Collected data:
>>>>
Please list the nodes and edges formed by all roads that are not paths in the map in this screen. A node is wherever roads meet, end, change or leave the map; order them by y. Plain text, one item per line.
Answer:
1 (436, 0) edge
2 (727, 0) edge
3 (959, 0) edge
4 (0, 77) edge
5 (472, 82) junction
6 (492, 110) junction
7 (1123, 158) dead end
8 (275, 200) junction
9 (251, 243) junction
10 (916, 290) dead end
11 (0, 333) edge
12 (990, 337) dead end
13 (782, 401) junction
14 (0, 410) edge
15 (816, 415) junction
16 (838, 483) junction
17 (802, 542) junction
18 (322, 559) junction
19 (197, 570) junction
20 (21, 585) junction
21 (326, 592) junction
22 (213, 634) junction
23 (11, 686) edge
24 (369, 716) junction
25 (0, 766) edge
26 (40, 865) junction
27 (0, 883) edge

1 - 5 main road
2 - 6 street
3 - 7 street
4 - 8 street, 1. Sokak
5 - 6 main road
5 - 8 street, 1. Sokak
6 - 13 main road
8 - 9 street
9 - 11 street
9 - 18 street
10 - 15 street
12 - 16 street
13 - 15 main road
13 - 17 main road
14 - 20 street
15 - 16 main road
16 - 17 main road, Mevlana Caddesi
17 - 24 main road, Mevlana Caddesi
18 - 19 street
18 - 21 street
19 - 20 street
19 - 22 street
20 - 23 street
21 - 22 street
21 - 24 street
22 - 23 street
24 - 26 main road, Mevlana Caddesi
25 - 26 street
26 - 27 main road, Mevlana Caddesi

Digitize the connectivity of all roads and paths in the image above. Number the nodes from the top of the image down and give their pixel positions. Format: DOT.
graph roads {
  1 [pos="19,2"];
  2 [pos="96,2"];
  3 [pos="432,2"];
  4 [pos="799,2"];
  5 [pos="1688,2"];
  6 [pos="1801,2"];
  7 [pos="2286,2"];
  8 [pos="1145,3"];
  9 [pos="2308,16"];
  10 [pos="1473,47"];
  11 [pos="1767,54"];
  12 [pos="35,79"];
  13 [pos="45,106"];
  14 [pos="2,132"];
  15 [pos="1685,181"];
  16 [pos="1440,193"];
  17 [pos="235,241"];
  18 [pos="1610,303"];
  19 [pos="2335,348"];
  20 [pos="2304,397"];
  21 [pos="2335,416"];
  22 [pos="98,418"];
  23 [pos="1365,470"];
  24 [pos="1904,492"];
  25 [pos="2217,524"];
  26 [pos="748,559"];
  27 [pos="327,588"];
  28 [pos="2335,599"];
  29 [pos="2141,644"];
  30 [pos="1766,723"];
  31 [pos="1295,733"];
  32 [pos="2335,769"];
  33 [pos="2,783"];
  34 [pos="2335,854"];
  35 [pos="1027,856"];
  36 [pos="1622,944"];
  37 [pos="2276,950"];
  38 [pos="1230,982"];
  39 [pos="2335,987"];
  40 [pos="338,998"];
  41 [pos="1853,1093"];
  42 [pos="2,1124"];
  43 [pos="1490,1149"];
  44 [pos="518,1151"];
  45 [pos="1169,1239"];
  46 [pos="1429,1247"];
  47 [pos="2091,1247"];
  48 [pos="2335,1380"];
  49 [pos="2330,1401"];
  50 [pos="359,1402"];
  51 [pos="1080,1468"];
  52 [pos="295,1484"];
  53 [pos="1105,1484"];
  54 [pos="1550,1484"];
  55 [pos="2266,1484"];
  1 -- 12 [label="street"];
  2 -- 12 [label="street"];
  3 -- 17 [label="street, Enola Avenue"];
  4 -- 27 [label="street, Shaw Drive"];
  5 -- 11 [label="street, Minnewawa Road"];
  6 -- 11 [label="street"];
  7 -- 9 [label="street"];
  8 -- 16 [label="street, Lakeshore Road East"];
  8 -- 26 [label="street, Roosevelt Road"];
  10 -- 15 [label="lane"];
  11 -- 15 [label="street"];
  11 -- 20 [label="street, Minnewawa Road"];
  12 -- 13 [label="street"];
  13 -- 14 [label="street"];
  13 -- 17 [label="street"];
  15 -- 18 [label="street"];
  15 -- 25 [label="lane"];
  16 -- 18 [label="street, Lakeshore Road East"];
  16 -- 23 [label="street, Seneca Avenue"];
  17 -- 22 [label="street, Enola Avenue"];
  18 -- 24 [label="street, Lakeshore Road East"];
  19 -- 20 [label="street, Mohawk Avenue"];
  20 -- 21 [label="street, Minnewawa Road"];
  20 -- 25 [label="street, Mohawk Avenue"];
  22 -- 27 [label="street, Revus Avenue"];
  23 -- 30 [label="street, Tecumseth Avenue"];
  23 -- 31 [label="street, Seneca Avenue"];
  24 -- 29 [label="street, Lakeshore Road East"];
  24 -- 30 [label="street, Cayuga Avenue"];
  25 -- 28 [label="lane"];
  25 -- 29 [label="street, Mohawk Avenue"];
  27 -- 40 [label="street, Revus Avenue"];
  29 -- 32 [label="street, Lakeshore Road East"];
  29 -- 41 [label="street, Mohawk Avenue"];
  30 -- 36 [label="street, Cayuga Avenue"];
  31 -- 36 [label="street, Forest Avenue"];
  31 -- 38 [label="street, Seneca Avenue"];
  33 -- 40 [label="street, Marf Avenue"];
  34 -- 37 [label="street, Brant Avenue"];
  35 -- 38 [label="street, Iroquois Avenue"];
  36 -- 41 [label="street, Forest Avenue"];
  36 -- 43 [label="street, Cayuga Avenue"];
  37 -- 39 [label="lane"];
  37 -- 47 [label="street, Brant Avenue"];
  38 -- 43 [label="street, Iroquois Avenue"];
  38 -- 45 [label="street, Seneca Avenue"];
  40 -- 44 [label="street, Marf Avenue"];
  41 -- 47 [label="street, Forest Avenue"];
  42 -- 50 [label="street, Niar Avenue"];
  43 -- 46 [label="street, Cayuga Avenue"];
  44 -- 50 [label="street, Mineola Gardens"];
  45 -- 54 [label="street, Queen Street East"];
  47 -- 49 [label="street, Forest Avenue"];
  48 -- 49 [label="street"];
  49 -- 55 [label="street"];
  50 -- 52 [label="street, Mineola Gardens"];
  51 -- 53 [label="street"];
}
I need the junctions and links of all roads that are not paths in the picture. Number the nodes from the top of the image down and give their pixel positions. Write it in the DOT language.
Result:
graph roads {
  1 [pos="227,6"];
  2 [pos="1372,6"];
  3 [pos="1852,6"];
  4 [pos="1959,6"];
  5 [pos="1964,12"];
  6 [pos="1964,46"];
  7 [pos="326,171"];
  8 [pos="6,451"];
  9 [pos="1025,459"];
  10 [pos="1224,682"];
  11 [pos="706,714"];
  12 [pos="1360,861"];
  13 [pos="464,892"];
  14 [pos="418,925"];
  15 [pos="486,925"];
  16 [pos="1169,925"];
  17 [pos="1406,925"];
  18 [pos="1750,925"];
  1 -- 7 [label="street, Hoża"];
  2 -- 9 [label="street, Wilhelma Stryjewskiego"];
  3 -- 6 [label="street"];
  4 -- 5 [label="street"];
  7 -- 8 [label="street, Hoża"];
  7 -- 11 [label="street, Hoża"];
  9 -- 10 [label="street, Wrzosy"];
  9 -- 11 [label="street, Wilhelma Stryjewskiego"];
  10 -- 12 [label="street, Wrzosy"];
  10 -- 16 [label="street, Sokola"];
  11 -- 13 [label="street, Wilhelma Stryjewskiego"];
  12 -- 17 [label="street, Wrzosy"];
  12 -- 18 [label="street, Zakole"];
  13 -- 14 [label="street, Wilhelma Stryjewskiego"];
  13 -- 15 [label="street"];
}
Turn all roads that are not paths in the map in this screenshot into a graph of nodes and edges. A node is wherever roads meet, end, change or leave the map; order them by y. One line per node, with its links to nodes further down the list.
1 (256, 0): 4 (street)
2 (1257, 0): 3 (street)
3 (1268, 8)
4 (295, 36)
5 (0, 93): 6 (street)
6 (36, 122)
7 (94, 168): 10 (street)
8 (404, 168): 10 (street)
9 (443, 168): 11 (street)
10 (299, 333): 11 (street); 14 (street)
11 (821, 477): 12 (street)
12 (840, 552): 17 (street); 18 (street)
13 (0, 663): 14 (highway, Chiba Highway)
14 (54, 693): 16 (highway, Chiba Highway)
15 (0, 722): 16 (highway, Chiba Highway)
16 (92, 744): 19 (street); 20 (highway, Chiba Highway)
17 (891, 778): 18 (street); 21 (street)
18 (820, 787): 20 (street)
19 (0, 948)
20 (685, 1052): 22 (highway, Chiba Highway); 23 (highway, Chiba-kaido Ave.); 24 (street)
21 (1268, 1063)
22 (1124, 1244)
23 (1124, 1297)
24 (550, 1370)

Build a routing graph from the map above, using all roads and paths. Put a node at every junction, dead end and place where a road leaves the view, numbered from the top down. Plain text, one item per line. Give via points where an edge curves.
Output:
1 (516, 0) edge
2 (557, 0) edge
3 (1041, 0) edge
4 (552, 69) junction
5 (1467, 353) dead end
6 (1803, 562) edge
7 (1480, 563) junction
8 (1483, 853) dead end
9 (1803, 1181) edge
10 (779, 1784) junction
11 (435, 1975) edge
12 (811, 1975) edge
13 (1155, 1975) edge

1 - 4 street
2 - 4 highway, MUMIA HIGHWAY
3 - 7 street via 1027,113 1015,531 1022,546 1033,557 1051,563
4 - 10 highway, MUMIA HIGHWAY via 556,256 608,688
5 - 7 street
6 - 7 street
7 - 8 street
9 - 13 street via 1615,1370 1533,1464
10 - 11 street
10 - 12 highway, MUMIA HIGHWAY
<<<<
WHAT THE EXERCISE ASKS:
Within the data, how many lines hold "Caddesi"? Respond with only the number.

WORKED SOLUTION:
4